- From: Sylvain Galineau <galineau@adobe.com>
- Date: Mon, 28 Oct 2013 17:21:16 -0700
- To: "Tab Atkins Jr." <jackalmage@gmail.com>, "L. David Baron" <dbaron@dbaron.org>
- CC: Brian Kardell <bkardell@gmail.com>, François REMY <francois.remy.dev@outlook.com>, Johannes Wilm <johannes@fiduswriter.org>, www-style list <www-style@w3.org>, Alan Stearns <stearns@adobe.com>, Håkon Wium Lie <howcome@opera.com>
On 10/28/13 5:02 PM, "Tab Atkins Jr." <jackalmage@gmail.com> wrote: >On Mon, Oct 28, 2013 at 4:56 PM, L. David Baron <dbaron@dbaron.org> wrote: >> On Monday 2013-10-28 19:46 -0400, Brian Kardell wrote: >>> Apologies for delayed response to this thread, feel like i helped >>>instigate >>> some of this discussion via other channels and then didn't show up to >>> participate when it came up. >>> >>> Numerous WG members are of the opinion that we need to, as the >>>Extensible >>> Web Manifesto says, prioritize explaining the magic and exposing the >>> fundamental primitives in the system.
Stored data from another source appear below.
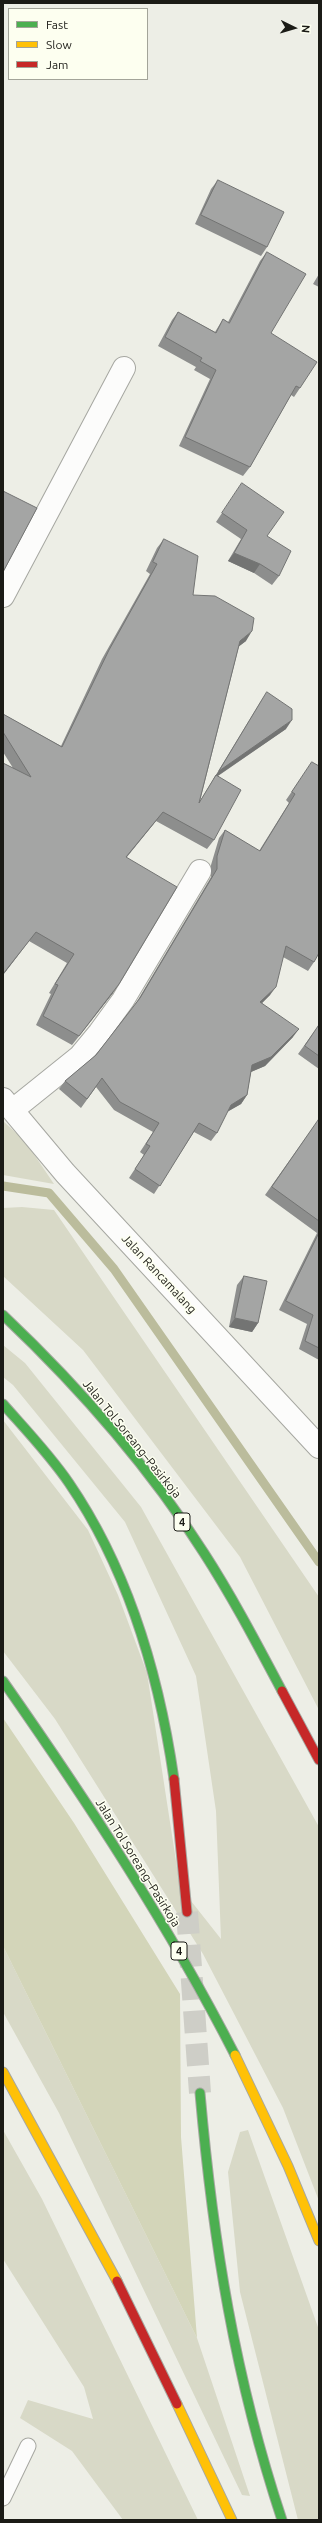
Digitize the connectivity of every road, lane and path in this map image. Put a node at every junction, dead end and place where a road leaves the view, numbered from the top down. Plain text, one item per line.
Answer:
1 (124, 368) dead end
2 (3, 596) edge
3 (200, 871) dead end
4 (8, 1104) edge
5 (3, 1315) edge
6 (3, 1404) edge
7 (319, 1447) edge
8 (3, 1680) edge
9 (319, 1760) edge
10 (187, 1912) tunnel mouth
11 (3, 2072) edge
12 (200, 2093) tunnel mouth
13 (319, 2241) edge
14 (28, 2446) dead end
15 (3, 2498) edge
16 (230, 2517) edge
17 (282, 2520) edge

1 - 2 street
3 - 4 street
4 - 7 street, Jalan Rancamalang
5 - 9 highway, Jalan Tol Soreang–Pasirkoja / 4
6 - 10 highway
8 - 13 highway, Jalan Tol Soreang–Pasirkoja / 4
11 - 16 highway
12 - 17 highway
14 - 15 lane

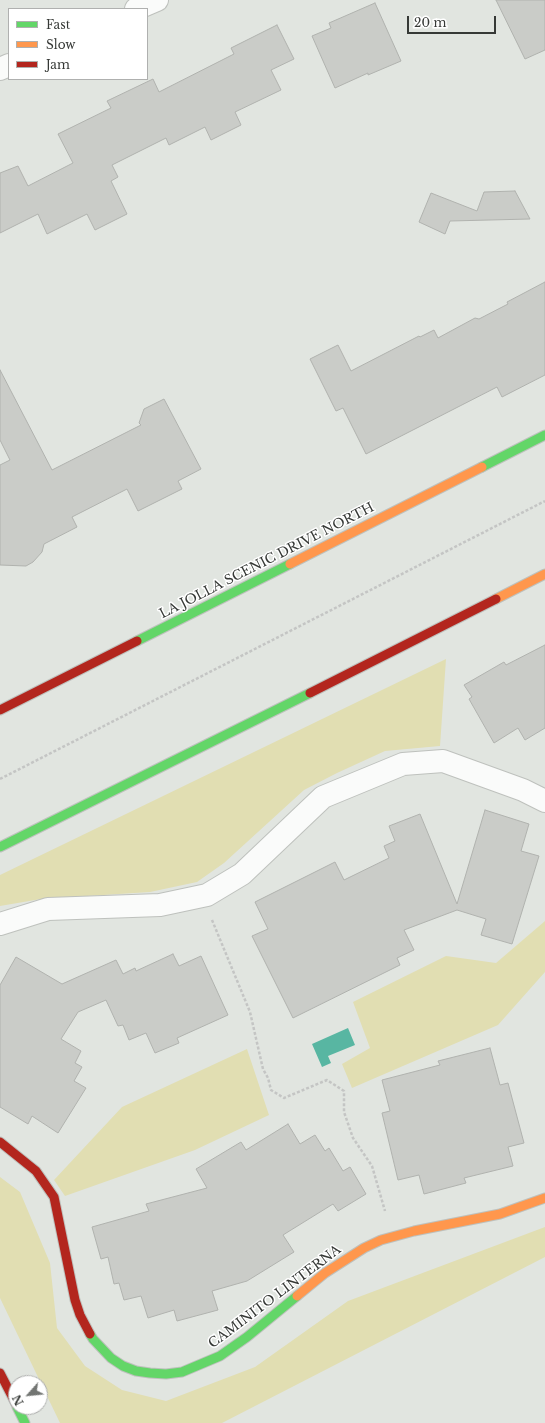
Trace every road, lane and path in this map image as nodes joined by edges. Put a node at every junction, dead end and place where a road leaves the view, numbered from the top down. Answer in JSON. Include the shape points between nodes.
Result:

I won't rehash the rationale for >>> this, but encourage you to read it for yourself and the plenty of >>>articles >>> written about it. I will note though that it explicitly states >>>explains >>> how this helps us develop better high level apis - that we definitely >>>want >>> them. >> >> Regions don't seem anywhere close to a fundamental primitive -- >> frankly, they're higher-level and more complex than most of the >> other formatting concepts exposed by CSS. Things like >> http://dev.w3.org/csswg/css-regions/#regions-visual-formatting-details >> involve substantial complexity (implicitly running algorithms in >> other parts of CSS in multiple passes, because of the way flowing >> into regions can violate the ordering assumptions of other layout >> systems). > >One can disagree about what level you have to go to in order to reach >"fundamental", but that's not relevant here. > >Regions, or at least something very similar to them, are clearly the >primitive underlying Multicol and some of the more exotic Page >features. My understanding of 'fundamental' here is that it's not meant to imply 'simple', 'basic' or 'atomic'. As Håkon pointed out, laying out individual lines could be thought of as a fundamental operation, too. But from line-height to font fallback, hyphenation, spacing, orientation etc. it's not so trivial a task.